5. Rewrite the ending. Be wildly creative; change as much as you want. The only thing to retain is the killer’s murdering the family, the victim’s actions and pleas for her life, and the delivery of some meaning to the reader. Use as many or few secondary characters as you need, but keep the focused interaction between killer and victim. Use creative POVs if needed.
6. Submit your work if you would like comments.
The ending to be rewritten. (From: http://pegasus.cc.ucf.edu/~surette/goodman.html)
Bobby Lee and Hiram came ambling back from the woods. Bobby Lee was dragging a yellow shirt with bright blue parrots in it.
“Thow me that shirt, Bobby Lee,” The Misfit said. The shirt came flying at him and landed on his shoulder and he put it on. The grandmother couldn’t name what the shirt reminded her of. “No, lady,” The Misfit said while he was buttoning it up, “I found out the crime don’t matter. You can do one thing or you can do another, kill a man or take a tire off his car, because sooner or later you’re going to forget what it was you done and just be punished for it.”
The children’s mother had begun to make heaving noises as if she couldn’t get her breath. “Lady,” he asked, “would you and that little girl like to step off yonder with Bobby Lee and Hiram and join your husband?”
“Yes, thank you,” the mother said faintly.
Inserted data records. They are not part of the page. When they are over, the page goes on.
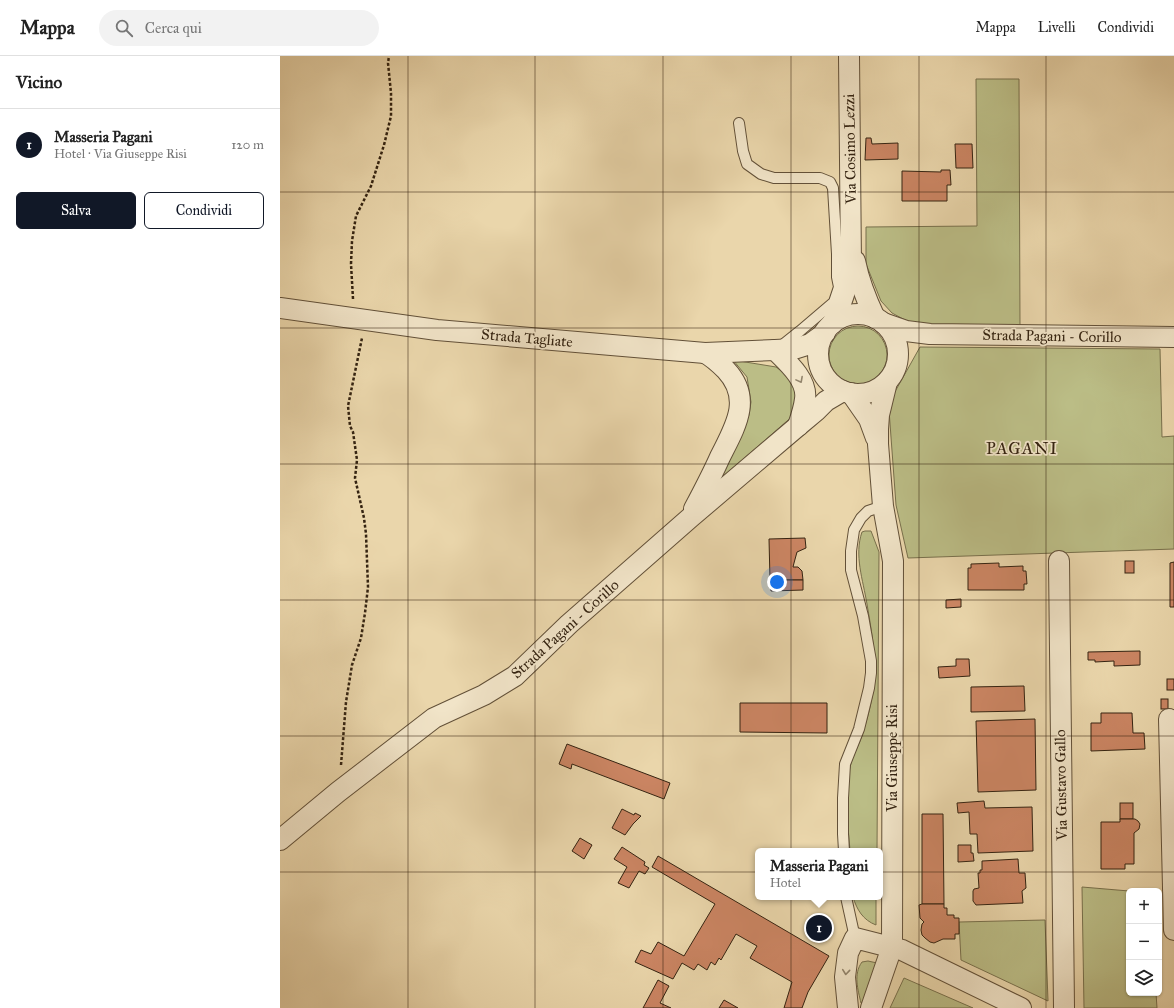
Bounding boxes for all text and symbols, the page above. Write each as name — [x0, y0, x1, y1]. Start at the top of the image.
search box — [99, 10, 379, 46]
text: Mappa — [20, 16, 75, 39]
icon: search — [113, 17, 135, 39]
text: Cerca qui — [145, 19, 202, 37]
text: Mappa — [975, 19, 1016, 36]
text: Livelli — [1038, 19, 1076, 36]
text: Condividi — [1098, 19, 1154, 36]
text: Vicino — [16, 72, 62, 93]
street label: Via Cosimo Lezzi — [840, 94, 860, 205]
text: Masseria Pagani — [54, 128, 153, 146]
text: 1 — [26, 137, 32, 153]
text: 120 m — [231, 137, 264, 153]
text: Hotel · Via Giuseppe Risi — [54, 146, 187, 162]
button: Salva — [16, 192, 136, 229]
button: Condividi — [144, 192, 264, 229]
street label: Strada Tagliate — [480, 325, 574, 351]
street label: Strada Pagani - Corillo — [982, 326, 1122, 346]
one-way arrow — [795, 376, 803, 383]
district label: PAGANI — [986, 438, 1058, 459]
your location — [767, 572, 787, 592]
street label: Strada Pagani - Corillo — [507, 576, 623, 682]
street label: Via Giuseppe Risi — [883, 704, 901, 813]
street label: Via Gustavo Gallo — [1051, 729, 1071, 842]
popup — [755, 848, 883, 900]
text: Masseria Pagani — [770, 857, 868, 875]
text: Hotel — [770, 875, 801, 891]
map controls — [1126, 888, 1162, 996]
button: + — [1126, 888, 1162, 924]
pin: 1 — [806, 913, 832, 943]
button: − — [1126, 924, 1162, 960]
button: layers — [1126, 960, 1162, 996]
one-way arrow — [841, 969, 850, 975]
Her left arm dangled helplessly and she was holding the baby, who had gone to sleep, in the other. “Hep that lady up, Hiram,” The Misfit said as she struggled to climb out of the ditch, “and Bobby Lee, you hold onto that little girl’s hand.”
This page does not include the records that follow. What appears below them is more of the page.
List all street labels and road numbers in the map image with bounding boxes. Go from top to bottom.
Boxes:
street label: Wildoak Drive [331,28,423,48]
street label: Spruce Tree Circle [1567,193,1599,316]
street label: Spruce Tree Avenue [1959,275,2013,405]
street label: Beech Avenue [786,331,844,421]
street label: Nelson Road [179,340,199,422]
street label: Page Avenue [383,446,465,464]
“I don’t want to hold hands with him,” June Star said. “He reminds me of a pig.”
The fat boy blushed and laughed and caught her by the arm and pulled her off into the woods after Hiram and her mother.
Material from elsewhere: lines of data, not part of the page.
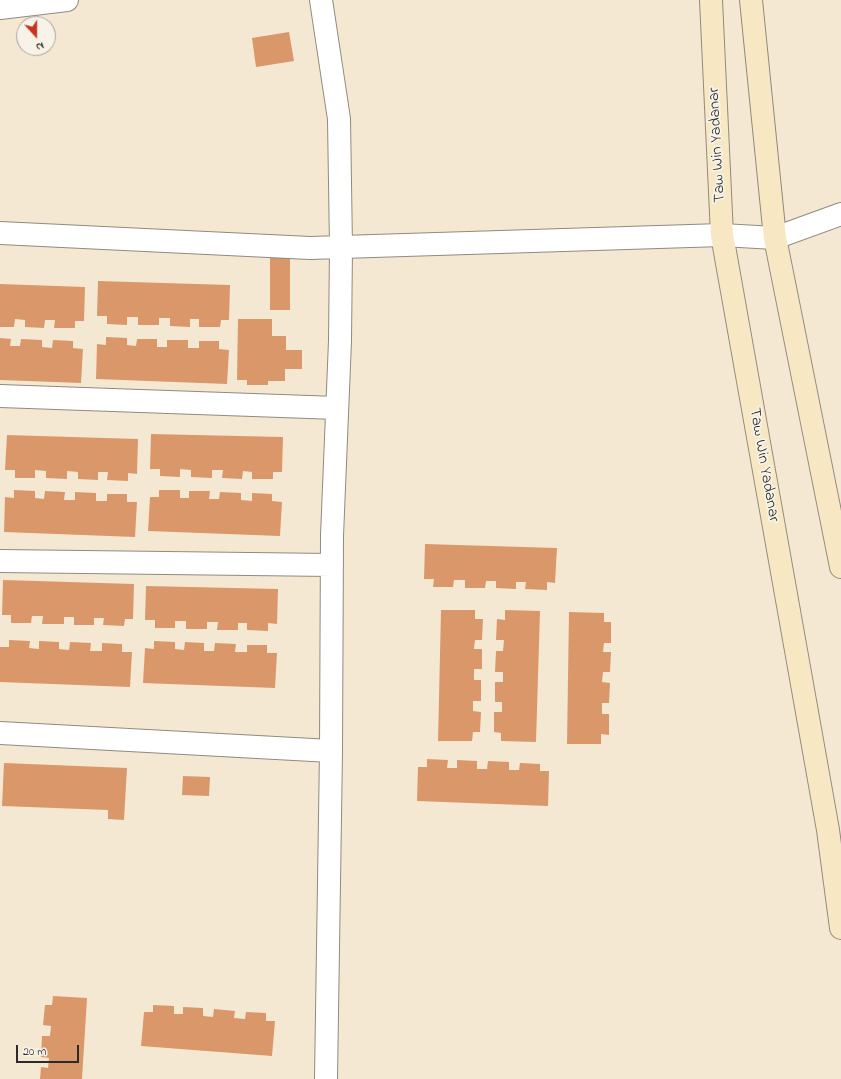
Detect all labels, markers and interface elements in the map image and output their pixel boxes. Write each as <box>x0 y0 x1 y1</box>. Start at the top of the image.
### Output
north arrow <box>16 16 56 56</box>
text: N <box>34 37 46 55</box>
street label: Taw Win Yadanar <box>705 87 731 203</box>
street label: Taw Win Yadanar <box>744 407 782 523</box>
scale bar <box>18 1037 81 1063</box>
text: 20 m <box>23 1043 46 1061</box>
Alone with The Misfit, the grandmother found that she had lost her voice. There was not a cloud in the sky nor any sun. There was nothing around her but woods. She wanted to tell him that he must pray. She opened and closed her mouth several times before anything came out. Finally she found herself saying, “Jesus. Jesus,” meaning, Jesus will help you, but the way she was saying it, it sounded as if she might be cursing.
“Yes’m, The Misfit said as if he agreed. “Jesus shown everything off balance. It was the same case with Him as with me except He hadn’t committed any crime and they could prove I had committed one because they had the papers on me. Of course,” he said, “they never shown me my papers. That’s why I sign myself now. I said long ago, you get you a signature and sign everything you do and keep a copy of it. Then you’ll know what you done and you can hold up the crime to the punishment and see do they match and in the end you’ll have something to prove you ain’t been treated right. I call myself The Misfit,” he said, “because I can’t make what all I done wrong fit what all I gone through in punishment.”
There was a piercing scream from the woods, followed closely by a pistol report. “Does it seem right to you, lady, that one is punished a heap and another ain’t punished at all?”
“Jesus!” the old lady cried. “You’ve got good blood! I know you wouldn’t shoot a lady! I know you come from nice people! Pray! Jesus, you ought not to shoot a lady. I’ll give you all the money I’ve got!”
“Lady,” The Misfit said, looking beyond her far into the woods, “there never was a body that give the undertaker a tip.”
There were two more pistol reports and the grandmother raised her head like a parched old turkey hen crying for water and called, “Bailey Boy, Bailey Boy!” as if her heart would break.
“Jesus was the only One that ever raised the dead,” The Misfit continued, “and He shouldn’t have done it. He shown everything off balance. If He did what He said, then it’s nothing for you to do but thow away everything and follow Him, and if He didn’t, then it’s nothing for you to do but enjoy the few minutes you got left the best way you can by killing somebody or burning down his house or doing some other meanness to him. No pleasure but meanness,” he said and his voice had become almost a snarl.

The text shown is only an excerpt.